Behind Juan Soto, Pete Alonso, a walk-off RBI single from Jeff McNeil and an excellent bullpen, the Mets overcame a two-run ditch in the eighth inning, sent the game to a 10th and stole a 5-4 series-opening victory against the Nationals in front of 38,472 at Citi Field.
The Mets (43-24) won a fourth straight and ninth in their past 11.
They won because in the bottom 10th, McNeil only needed to see one pitch from Cole Henry, lining the winning hit into right field to drive in Luisangel Acuña and jump-start a celebration around McNeil at second base.
They won because Reed Garrett — among the game’s best at stranding runners — stranded one more in the top of the inning.
The invaluable righty induced a groundout from James Wood that moved ghost-runner CJ Abrams to third and then struck out Nathaniel Lowe in perhaps the game’s biggest at-bat.
Former Yankees prospect Andrés Chaparro then flied out, and Garrett clapped walking off the field.
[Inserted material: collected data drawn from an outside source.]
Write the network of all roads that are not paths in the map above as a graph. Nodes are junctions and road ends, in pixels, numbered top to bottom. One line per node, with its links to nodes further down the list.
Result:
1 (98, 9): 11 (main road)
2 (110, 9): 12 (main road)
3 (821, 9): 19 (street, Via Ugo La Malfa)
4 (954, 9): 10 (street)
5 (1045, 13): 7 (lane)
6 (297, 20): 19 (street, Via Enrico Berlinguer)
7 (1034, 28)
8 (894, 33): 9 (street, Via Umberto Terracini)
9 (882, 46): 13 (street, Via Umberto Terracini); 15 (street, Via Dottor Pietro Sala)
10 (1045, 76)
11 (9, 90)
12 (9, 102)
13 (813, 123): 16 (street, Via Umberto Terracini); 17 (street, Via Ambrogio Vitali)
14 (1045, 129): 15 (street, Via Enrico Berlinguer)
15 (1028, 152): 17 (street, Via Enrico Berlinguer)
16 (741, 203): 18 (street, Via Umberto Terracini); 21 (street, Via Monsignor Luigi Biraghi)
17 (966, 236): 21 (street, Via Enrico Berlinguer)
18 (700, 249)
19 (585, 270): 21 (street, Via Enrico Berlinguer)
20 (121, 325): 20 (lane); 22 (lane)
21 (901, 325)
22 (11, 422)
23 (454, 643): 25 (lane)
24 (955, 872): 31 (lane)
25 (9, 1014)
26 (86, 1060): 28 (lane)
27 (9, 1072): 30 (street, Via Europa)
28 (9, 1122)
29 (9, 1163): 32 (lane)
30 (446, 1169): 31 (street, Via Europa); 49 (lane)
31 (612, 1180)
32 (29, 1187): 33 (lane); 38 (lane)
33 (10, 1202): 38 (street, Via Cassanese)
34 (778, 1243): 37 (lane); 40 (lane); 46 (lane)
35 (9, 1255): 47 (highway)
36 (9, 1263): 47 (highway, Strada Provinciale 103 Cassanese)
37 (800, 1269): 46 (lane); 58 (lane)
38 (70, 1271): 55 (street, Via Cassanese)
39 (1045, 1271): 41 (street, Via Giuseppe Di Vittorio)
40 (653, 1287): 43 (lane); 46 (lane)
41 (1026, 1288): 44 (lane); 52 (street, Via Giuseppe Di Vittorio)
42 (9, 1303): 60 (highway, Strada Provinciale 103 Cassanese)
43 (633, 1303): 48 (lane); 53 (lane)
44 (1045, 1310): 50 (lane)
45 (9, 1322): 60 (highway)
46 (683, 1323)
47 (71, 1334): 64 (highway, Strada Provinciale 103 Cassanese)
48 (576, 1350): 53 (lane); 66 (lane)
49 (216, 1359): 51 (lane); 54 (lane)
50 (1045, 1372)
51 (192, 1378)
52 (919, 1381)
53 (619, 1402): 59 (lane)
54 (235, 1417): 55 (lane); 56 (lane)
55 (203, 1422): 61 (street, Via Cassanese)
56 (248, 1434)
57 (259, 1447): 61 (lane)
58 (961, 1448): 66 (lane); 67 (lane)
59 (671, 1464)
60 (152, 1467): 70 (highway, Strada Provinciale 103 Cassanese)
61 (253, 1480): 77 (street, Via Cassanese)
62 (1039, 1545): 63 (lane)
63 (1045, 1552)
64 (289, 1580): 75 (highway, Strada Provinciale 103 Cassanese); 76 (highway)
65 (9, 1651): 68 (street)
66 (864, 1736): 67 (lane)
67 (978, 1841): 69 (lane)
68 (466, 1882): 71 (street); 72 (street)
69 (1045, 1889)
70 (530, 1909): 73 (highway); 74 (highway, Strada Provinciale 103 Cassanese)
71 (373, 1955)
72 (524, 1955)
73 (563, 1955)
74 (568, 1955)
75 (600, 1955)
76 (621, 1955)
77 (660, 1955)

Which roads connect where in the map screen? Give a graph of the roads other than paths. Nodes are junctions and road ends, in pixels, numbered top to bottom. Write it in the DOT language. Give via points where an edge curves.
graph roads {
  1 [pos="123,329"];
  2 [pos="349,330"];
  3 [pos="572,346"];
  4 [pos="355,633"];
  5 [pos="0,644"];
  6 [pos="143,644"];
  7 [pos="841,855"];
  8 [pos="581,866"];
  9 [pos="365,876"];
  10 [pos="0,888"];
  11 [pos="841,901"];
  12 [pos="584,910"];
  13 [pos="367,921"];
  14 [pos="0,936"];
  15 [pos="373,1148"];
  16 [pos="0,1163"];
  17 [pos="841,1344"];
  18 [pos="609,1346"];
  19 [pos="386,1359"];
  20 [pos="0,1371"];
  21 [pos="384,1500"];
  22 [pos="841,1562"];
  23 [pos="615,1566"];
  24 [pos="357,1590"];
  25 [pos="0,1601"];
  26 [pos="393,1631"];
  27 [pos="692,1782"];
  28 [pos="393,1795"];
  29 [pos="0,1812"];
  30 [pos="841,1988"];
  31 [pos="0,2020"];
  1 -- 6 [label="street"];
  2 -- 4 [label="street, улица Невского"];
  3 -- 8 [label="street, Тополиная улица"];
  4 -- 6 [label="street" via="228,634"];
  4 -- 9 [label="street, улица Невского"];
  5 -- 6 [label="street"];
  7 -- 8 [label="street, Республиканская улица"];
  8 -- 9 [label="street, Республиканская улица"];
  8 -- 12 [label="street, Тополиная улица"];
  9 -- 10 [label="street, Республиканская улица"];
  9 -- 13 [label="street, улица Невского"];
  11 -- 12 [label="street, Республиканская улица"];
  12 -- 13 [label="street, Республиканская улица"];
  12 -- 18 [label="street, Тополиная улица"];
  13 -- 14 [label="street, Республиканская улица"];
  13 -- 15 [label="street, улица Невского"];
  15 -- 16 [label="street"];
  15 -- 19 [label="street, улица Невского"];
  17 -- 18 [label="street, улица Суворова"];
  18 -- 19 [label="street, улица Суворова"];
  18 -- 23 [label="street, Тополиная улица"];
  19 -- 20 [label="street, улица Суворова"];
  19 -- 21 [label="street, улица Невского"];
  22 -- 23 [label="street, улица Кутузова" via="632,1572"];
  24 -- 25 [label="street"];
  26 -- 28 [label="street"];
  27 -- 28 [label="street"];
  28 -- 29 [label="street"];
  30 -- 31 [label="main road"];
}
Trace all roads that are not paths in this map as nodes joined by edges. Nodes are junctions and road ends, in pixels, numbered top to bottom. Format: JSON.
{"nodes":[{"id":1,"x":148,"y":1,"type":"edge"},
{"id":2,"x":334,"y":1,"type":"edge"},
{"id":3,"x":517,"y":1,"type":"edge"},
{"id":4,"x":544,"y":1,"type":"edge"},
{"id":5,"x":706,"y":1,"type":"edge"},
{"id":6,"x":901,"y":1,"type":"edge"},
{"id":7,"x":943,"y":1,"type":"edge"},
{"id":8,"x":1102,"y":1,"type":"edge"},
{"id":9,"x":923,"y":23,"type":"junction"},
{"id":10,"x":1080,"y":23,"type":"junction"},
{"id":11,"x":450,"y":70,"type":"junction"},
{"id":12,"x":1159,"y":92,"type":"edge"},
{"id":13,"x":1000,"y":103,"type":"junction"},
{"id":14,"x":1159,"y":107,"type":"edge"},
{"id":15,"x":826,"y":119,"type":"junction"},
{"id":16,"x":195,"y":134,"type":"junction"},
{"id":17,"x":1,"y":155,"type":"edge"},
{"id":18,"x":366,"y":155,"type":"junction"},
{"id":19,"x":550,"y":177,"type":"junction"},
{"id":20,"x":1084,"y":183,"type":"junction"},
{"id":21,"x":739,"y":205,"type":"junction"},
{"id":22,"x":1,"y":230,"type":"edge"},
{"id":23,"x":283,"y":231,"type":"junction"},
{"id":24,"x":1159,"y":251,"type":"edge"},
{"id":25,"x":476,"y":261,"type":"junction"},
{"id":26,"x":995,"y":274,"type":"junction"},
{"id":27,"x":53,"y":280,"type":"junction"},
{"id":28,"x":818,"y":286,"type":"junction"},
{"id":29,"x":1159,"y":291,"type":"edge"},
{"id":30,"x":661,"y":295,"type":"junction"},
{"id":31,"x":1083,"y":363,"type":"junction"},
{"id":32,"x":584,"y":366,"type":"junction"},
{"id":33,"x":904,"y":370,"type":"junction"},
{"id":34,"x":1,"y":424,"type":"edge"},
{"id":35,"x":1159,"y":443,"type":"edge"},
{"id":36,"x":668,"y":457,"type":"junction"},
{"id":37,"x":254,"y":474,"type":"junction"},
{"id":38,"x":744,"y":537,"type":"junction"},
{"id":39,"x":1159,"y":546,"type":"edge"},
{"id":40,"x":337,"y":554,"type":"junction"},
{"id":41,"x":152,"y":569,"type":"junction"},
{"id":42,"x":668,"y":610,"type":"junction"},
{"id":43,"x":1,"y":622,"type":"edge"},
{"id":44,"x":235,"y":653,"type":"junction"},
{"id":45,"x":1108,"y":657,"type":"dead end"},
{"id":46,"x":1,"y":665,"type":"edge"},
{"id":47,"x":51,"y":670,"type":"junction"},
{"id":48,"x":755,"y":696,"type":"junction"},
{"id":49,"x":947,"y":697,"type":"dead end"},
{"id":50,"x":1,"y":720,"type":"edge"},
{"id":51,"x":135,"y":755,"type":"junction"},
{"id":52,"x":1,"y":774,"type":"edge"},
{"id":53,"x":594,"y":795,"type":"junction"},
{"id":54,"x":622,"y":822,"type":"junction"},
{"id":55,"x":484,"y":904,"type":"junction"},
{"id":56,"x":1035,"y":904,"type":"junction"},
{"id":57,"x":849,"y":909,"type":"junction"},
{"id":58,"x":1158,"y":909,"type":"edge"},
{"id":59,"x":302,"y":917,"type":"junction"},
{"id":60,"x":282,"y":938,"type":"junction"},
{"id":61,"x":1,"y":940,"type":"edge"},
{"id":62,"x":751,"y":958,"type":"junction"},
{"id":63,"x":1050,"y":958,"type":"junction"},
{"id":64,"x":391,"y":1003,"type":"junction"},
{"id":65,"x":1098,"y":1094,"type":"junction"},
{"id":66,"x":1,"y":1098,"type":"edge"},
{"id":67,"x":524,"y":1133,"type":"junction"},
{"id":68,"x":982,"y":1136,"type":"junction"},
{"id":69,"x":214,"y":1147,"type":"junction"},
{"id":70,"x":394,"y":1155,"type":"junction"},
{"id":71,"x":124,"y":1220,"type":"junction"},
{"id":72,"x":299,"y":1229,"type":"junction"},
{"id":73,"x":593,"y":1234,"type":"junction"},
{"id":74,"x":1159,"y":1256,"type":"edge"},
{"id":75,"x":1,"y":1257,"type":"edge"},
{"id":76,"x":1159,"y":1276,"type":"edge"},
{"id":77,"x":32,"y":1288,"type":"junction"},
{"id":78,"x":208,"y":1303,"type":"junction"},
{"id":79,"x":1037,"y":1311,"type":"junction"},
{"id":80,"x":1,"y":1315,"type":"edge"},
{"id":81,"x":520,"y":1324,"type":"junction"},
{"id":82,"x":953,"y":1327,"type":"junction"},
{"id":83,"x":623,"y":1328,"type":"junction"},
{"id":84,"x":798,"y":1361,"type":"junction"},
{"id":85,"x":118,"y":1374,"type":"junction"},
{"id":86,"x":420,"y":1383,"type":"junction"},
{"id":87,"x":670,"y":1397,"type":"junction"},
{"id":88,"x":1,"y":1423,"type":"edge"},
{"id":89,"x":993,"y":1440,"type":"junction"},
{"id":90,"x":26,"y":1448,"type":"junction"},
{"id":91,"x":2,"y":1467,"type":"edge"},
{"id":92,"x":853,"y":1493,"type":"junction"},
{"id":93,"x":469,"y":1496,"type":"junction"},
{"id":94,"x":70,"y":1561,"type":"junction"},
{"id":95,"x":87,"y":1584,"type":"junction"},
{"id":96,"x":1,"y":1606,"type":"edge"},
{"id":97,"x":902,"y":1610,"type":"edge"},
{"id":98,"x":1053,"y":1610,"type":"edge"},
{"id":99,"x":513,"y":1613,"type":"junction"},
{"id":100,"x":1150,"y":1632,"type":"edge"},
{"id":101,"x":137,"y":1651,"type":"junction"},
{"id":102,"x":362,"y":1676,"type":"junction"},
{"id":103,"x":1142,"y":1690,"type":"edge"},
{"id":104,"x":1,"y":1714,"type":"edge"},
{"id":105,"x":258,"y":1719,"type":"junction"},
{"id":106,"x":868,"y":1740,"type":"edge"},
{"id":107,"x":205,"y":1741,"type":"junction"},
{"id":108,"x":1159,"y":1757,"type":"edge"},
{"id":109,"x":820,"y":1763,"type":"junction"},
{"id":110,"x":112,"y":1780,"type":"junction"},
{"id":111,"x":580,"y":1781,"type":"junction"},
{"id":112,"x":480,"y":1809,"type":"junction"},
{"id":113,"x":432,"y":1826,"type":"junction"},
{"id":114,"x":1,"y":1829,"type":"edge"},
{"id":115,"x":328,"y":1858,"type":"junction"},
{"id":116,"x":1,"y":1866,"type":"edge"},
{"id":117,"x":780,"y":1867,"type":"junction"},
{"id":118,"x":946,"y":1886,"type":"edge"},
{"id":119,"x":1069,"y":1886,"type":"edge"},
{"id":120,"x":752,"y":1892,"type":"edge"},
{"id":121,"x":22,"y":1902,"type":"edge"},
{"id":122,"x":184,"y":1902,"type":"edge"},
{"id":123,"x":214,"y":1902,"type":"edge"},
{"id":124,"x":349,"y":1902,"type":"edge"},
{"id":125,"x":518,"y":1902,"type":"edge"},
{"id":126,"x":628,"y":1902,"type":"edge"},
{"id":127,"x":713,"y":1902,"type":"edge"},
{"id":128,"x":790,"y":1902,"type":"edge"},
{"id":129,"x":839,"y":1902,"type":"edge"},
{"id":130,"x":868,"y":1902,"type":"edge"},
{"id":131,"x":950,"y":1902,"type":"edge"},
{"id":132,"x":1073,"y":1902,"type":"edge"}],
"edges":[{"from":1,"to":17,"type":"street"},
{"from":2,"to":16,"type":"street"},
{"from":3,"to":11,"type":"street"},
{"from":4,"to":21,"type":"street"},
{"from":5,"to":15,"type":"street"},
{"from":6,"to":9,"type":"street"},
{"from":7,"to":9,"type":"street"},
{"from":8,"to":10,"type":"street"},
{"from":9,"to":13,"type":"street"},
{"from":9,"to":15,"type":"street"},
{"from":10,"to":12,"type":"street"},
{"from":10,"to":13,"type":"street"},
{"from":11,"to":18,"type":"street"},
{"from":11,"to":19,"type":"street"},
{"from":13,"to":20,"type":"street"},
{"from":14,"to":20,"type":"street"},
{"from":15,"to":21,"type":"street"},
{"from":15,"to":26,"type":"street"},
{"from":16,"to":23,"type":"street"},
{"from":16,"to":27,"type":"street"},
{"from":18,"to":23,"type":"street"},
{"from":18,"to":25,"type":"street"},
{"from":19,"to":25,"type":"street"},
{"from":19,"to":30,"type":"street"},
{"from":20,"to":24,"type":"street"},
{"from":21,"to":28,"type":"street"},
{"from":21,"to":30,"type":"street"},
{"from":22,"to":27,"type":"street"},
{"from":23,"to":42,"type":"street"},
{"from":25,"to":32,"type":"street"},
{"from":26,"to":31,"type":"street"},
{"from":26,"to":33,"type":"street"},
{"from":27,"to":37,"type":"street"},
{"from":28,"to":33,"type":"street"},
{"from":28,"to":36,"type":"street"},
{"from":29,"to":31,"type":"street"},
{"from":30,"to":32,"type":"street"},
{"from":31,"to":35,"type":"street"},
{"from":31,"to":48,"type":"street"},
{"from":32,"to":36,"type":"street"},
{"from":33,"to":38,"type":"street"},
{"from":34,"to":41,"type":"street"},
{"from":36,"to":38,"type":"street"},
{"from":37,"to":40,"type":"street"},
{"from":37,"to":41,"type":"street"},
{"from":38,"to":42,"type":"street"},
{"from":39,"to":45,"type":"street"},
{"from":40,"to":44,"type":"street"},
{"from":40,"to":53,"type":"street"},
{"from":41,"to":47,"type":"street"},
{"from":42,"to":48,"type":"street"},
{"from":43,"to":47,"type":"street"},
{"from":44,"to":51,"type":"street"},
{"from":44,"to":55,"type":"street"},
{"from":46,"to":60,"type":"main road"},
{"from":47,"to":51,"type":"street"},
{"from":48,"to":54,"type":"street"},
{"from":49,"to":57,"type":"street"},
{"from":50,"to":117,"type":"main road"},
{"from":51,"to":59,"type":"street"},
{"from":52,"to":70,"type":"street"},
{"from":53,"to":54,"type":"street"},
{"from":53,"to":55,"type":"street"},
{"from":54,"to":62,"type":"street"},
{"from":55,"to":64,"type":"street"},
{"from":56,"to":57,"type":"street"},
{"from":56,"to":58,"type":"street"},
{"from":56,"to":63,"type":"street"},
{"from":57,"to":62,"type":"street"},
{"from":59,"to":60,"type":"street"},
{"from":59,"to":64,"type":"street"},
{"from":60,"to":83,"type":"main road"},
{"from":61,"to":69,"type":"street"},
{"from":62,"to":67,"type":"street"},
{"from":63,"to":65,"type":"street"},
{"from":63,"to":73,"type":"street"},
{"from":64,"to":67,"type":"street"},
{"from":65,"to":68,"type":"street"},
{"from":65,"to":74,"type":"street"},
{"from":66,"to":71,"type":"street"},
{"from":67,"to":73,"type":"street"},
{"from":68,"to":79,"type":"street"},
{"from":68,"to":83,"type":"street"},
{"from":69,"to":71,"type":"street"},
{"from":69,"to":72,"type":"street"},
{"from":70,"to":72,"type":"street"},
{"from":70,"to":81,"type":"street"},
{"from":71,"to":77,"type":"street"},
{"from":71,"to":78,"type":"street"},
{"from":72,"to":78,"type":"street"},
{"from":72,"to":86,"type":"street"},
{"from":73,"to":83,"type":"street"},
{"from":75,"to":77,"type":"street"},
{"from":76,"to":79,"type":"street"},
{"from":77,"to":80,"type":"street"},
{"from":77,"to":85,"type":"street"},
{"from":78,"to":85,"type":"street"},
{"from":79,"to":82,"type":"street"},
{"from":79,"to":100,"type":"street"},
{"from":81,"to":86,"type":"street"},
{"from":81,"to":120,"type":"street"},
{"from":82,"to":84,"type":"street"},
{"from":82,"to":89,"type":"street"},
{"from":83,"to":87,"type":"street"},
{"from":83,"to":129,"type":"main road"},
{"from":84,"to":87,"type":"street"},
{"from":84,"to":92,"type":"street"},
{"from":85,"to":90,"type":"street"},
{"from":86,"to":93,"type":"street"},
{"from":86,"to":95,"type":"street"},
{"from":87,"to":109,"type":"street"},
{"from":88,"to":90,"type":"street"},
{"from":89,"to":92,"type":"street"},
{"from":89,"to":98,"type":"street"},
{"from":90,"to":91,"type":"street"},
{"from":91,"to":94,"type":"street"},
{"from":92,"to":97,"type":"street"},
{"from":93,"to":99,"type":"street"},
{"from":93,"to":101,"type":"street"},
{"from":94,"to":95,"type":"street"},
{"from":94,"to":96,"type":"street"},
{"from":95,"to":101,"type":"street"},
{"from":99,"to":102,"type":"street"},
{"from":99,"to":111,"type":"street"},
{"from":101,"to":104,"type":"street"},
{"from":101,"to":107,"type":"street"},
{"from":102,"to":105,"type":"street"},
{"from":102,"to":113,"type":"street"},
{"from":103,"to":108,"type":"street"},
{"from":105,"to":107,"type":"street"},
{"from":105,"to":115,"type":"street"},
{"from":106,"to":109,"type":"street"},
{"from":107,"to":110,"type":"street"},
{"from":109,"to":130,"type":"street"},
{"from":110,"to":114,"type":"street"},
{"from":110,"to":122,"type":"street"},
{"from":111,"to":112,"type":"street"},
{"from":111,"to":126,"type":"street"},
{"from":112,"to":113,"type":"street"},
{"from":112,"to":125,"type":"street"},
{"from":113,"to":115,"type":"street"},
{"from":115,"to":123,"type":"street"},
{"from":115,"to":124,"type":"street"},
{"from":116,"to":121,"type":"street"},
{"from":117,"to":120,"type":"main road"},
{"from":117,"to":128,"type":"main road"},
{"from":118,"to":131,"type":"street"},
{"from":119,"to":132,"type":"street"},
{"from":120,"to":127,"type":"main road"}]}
The Mets won because their lineup — silent for most of the night outside of an RBI bloop single from McNeil in the second inning and a third-inning solo shot from Soto — awoke in the eighth.
Against lefty Jose Ferrer, Starling Marte worked a two-out walk.
A red-hot Soto drilled a sinking liner to right that eluded a diving Robert Hassell III, who let the ball bounce behind him and had to retrieve what became an RBI double from Soto.
After one enormous offseason addition drew them closer, another piece of their winter work tied the game: Alonso crushed a shot that bounced off the left field wall to drive in Soto, though Alonso was thrown out at second.
José Buttó, José Castillo, an impressive Justin Garza making his club debut, Edwin Díaz and Garrett combined for 4 ²/₃ scoreless, one-hit innings to give the offense a chance.
Griffin Canning (four runs in 5 ¹/₃ innings) was not great in allowing a pair of home runs, but did enough to keep his team in the game.